The terms "C list" and "D list" are purdy much pure hyperbole, meaning "Less popular than the unpopular."

Omar Karindu
04-04-2007, 10:47 AM
I use three criteria, in descending order of importance:

1. Public visibility via media tie-ins, merchandising, licensing, and general absrption of the character's emblematic elements (Superman's S-shield; Hulk's green skin; Batman's bat-prefixes) into everyday pop-culture referentiality.

2. General publishing centrality and importance: that is, how many events have prominently featured character X, how many spinoffs and team books have they appeared in, how often do they make guest-shots elsewhere, etc.

3. Aesthetics: has this character had a run by some media-mainstreamed artistic or writerly wunderkind -- an Eisner, a Miller, a Steranko, a Moore, a Morrison -- that shifted "the way superhero comics are done" and got their creators on the non-superhero or non-comics map? Do they at least spill from a highly influential writer or artist within superhero comics whose style was widely aped, like Lee, Claremont, Kirby, Ditko, Gil Kane, Infantino, etc.?

A-list characters fulfill all the criteria of point 1, so that Captain America, Superman, Spider-Man, Batman, Hulk, Joker, Wonder Woman, and Wolverine are definitely A-list. So too are characters who have limited media and merchandising exposure, usually in support roles for the above A-listers and their ilk, but nail every bit of 2 and a sort of sub-3 or 3 categorization. So A-lister Dr. Doom has Kirby and turns up in plenty of adaptations, Magneto has the influential Claremont writing behind him and ties to the X-films and cartoons, Flash and Green Lantern have Gardner Fox and Infantino and Kane and have gotten lots of exposure via various JLA TV series; these latter two also get special credit for their importance in launching the Silver Age for DC. A-list villains are generally defined this second way by me.

A B-list character is usually one that hits some outside-comics visibility and the second or third category is probably B-list (Daredevil hits some of 2 and hits hard for 3), as is a character who hits every point of 2 or most of 2 and all of 3. Thor would be a B-lister in this sense, though Marvel fans tend to lump him as A-list on the grounds that Simonson and Kirby did his book, and he's a player in the MU; I read him as B-list because, while he's quite visible in the MU, he's never been a central character in Marvel's publishing plan the way Spidey, Logan, Cap, et al. are repeatedly and often.
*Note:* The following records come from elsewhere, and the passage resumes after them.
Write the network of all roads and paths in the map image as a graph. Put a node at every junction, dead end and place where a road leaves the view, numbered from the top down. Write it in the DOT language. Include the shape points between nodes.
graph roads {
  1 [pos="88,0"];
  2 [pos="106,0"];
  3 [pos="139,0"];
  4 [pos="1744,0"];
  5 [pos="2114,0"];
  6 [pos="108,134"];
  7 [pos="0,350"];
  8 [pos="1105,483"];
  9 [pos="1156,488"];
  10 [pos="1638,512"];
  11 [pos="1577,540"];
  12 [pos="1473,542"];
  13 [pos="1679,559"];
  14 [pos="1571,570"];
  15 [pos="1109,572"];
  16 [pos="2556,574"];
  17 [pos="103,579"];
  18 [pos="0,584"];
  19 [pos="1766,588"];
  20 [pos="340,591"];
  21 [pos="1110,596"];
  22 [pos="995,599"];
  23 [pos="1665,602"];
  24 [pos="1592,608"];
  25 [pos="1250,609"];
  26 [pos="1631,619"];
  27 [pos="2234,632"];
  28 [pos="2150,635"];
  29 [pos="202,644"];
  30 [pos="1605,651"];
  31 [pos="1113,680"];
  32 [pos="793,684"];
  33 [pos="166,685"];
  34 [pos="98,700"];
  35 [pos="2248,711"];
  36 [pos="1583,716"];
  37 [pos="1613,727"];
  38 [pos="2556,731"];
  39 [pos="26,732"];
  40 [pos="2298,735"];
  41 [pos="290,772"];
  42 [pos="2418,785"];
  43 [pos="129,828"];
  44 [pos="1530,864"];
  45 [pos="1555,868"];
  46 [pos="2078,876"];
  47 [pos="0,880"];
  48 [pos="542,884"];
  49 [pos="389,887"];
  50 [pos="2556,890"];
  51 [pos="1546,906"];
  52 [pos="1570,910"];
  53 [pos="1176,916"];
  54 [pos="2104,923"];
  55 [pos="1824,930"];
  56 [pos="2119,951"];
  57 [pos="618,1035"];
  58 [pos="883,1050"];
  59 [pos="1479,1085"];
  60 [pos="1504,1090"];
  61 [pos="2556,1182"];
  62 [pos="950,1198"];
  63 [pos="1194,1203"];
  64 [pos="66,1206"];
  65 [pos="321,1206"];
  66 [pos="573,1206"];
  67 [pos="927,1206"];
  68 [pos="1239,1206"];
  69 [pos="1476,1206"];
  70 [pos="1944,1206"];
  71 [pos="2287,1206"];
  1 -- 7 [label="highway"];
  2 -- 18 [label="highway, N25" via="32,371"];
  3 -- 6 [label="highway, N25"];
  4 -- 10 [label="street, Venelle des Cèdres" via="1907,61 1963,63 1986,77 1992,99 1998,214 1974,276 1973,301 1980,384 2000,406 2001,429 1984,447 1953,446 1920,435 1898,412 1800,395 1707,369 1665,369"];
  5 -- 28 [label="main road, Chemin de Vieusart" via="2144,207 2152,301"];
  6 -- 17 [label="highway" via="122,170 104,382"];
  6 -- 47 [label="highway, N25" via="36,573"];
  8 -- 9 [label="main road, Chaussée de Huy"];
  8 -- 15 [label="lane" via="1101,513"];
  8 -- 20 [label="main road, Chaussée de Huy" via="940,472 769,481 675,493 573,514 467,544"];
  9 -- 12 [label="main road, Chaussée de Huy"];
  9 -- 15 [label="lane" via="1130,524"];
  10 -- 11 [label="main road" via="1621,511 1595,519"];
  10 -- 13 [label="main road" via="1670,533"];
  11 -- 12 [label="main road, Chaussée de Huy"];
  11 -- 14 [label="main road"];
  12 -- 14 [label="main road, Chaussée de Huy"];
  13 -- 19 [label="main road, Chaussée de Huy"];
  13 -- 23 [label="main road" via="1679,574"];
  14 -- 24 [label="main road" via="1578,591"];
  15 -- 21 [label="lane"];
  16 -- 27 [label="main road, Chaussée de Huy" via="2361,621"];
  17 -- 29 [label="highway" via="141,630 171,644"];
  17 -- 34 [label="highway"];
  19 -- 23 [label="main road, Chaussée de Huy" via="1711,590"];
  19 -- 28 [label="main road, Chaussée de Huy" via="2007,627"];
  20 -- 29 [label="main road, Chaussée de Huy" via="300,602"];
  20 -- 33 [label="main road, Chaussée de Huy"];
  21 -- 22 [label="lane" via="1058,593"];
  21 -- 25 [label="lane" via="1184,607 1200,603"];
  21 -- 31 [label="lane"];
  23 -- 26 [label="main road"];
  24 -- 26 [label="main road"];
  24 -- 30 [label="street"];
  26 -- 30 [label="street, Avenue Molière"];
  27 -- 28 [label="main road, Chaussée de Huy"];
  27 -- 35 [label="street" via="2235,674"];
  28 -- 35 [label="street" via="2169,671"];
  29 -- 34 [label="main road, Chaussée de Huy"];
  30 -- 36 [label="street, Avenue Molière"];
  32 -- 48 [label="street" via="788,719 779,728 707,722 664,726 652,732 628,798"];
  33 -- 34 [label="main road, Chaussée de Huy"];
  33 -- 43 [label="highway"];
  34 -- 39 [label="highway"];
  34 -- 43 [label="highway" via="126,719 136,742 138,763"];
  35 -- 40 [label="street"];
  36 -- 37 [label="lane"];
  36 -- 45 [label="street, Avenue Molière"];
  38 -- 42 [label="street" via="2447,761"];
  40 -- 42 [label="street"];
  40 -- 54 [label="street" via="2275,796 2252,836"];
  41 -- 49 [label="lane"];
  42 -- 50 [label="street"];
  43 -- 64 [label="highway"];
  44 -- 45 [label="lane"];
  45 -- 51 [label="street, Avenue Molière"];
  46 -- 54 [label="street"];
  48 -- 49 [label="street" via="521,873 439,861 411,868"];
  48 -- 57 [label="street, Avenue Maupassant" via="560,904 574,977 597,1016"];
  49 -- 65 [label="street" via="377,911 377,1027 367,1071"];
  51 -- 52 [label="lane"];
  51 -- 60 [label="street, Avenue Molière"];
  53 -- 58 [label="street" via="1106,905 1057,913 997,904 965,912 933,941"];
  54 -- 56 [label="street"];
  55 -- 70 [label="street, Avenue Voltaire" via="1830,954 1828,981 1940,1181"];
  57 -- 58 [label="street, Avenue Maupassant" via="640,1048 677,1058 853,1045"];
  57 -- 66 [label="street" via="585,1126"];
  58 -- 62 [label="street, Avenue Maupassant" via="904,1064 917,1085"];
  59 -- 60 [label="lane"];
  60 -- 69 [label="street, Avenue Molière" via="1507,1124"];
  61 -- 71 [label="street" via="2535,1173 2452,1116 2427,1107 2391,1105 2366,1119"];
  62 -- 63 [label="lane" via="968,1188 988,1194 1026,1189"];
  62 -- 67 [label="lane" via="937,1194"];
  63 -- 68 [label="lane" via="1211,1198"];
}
The fact that Marvel has gotten by so long without a Thor book says plenty to me, too. The Fantastic Four are probably archetypal B-listers these days.

C-listers tend to be characters who are mediocre in 2 and 3 (Dr. Strange had Ditko and Lee on the art, and gets plenty of guest-shots, but he's never had the centrality of publishing importance nor made a significant mainstream media impact) or widely-seen but otherwise nonessential characters (Namor, for instance, gets plenty of series and appearances, but no one's pointing to his artists and writers or to his non-comics marketability; and while he pointed the way to later developments in comics, he's not exactly influential these days in the way Daredevil is.). Hank Pym might fit here rather nicely; he has the Lee pedigree and shows up everywhere, including the odd adaptation of the Avengers, but there's not exactly a Pym-focus at Marvel.

D-listers tend to be characters who are highly visible in their comics universes, but were never really artistically distinguished and have never been publisher central. These are the guys whose only merch is a figure sold in the comics shop or a pog from the mid-90s. The Man Called Nova and 90% of the decades-old villains in most heroes' rogues' galleries fit here. Luke Cage and the Man Called Nova are almost certainly the patron saints of D-list heroes.

Below D-list, and you're into the realm of characters whom writers often actively avoid using, guys who have never had their own books or had onetime, long-cancelled series and no revivals, and so on. Everything below D-list may as well be Z-list, just as there's no difference between a 40% "F" on your report card and a 10% "F."